*** Source records Section Begins ***

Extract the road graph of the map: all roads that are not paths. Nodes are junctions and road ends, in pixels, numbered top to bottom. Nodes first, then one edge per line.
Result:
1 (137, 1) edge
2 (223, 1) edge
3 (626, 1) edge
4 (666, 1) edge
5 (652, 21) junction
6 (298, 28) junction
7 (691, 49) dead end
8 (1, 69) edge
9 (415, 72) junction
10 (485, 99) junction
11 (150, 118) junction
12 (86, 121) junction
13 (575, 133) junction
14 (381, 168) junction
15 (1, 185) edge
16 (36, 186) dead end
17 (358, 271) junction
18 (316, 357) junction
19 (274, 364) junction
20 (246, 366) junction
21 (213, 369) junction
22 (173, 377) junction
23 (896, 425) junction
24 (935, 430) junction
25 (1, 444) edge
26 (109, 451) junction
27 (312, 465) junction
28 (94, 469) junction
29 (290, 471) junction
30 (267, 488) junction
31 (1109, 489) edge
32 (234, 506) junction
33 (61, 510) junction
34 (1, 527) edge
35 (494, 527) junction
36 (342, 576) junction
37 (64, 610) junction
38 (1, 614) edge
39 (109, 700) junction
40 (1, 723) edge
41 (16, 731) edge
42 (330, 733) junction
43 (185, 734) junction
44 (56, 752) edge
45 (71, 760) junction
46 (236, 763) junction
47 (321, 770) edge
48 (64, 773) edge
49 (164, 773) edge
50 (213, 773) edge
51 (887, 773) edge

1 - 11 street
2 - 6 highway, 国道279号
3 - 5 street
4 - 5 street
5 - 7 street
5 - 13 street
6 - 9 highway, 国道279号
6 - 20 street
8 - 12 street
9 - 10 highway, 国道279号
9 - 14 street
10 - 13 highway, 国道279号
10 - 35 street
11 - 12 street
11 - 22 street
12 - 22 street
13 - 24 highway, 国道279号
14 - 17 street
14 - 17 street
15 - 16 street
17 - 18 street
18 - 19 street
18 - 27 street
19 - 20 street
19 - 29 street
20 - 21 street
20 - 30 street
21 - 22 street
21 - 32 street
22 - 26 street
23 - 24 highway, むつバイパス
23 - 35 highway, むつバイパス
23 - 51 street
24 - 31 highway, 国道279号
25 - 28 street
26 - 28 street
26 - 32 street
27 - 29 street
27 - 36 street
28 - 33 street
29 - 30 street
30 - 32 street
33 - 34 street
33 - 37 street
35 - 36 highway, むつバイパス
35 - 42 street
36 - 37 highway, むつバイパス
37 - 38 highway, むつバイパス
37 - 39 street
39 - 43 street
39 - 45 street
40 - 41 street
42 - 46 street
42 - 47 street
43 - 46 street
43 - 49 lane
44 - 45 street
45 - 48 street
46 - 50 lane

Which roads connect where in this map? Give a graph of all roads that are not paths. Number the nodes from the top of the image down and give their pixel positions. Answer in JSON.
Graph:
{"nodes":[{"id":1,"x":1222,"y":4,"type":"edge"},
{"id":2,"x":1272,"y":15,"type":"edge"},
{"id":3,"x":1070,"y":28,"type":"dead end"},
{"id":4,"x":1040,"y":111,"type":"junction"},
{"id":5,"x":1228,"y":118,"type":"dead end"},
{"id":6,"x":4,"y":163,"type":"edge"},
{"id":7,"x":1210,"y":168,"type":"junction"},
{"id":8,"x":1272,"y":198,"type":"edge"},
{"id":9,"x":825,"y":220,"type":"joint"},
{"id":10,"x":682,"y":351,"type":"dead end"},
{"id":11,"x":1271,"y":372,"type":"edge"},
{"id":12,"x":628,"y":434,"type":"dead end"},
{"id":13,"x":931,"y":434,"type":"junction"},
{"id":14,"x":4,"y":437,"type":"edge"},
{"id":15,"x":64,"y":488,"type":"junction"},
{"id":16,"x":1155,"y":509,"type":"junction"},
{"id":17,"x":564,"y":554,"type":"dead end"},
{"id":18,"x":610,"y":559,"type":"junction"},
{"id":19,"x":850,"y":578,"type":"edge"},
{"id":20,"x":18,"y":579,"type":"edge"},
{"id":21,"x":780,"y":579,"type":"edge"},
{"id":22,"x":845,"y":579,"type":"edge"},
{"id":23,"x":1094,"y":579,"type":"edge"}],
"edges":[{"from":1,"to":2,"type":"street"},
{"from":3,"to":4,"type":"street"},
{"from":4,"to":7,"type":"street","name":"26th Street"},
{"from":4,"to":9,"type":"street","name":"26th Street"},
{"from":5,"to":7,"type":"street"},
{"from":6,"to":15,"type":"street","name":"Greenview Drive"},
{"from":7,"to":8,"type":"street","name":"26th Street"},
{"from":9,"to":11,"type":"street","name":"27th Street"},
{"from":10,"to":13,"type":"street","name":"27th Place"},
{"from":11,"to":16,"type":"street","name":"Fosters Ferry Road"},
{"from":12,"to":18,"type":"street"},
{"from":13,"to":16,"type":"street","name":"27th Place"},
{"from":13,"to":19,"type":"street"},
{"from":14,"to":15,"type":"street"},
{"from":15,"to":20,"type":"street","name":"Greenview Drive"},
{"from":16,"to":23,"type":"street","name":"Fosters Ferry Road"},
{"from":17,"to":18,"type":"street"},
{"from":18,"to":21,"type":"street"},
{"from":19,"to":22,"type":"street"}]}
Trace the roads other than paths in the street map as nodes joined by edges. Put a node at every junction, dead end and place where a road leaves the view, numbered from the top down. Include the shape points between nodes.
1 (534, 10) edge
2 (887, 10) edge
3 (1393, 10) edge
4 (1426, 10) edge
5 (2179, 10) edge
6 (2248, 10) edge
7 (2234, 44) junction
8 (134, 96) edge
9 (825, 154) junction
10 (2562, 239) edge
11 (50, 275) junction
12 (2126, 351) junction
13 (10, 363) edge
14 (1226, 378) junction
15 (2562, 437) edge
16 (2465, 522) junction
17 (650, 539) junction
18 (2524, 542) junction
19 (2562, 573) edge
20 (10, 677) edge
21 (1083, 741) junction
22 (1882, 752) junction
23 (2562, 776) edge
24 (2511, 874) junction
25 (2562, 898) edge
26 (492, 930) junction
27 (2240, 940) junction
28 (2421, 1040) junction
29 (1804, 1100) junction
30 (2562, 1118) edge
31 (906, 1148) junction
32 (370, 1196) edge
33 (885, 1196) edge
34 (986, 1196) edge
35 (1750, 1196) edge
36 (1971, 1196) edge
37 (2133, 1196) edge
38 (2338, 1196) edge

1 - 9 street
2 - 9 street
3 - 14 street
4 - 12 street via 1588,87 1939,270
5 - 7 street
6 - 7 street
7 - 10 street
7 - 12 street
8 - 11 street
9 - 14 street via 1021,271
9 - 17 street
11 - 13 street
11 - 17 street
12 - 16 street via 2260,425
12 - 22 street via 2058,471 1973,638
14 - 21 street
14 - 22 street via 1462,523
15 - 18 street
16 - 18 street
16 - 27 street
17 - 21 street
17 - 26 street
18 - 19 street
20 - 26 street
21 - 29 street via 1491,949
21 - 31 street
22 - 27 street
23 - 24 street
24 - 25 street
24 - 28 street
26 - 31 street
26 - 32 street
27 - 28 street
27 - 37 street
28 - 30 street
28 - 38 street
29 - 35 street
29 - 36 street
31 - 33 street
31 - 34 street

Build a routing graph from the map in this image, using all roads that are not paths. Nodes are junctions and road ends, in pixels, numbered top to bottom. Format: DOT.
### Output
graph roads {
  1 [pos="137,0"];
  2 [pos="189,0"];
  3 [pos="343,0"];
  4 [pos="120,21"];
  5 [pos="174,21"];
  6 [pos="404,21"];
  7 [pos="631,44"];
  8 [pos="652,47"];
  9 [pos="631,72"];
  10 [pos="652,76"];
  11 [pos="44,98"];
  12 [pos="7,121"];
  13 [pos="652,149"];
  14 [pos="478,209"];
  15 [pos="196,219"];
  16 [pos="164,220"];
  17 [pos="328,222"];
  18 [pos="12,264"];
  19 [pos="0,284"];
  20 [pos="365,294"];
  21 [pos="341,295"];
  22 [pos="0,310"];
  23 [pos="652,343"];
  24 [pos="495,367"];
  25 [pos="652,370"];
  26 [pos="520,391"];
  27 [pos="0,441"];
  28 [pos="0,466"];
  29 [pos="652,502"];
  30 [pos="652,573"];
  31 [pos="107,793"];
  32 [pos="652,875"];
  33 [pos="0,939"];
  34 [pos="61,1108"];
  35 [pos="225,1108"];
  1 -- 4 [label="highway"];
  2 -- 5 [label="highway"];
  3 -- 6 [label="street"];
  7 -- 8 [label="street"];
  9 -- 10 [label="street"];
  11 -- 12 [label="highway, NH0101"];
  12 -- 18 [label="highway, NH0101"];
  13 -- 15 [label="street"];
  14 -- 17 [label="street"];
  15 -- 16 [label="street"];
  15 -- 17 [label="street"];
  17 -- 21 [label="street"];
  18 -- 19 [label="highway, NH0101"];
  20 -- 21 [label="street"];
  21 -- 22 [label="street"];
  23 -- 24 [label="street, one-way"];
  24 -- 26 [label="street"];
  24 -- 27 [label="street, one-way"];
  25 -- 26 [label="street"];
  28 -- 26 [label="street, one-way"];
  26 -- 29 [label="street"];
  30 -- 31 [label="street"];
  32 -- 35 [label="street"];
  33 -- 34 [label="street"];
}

*** Source records Section Ends ***

What the task requires –
Would you please filter the lines above and copy every one that includes "dead"?

Output below –
7 (691, 49) dead end
16 (36, 186) dead end
{"id":3,"x":1070,"y":28,"type":"dead end"},
{"id":5,"x":1228,"y":118,"type":"dead end"},
{"id":10,"x":682,"y":351,"type":"dead end"},
{"id":12,"x":628,"y":434,"type":"dead end"},
{"id":17,"x":564,"y":554,"type":"dead end"},
Trace the roads other than paths in the street map as nodes joined by edges. Put a node at every junction, dead end and place where a road leaves the view, numbered from the top down. Include the shape points between nodes.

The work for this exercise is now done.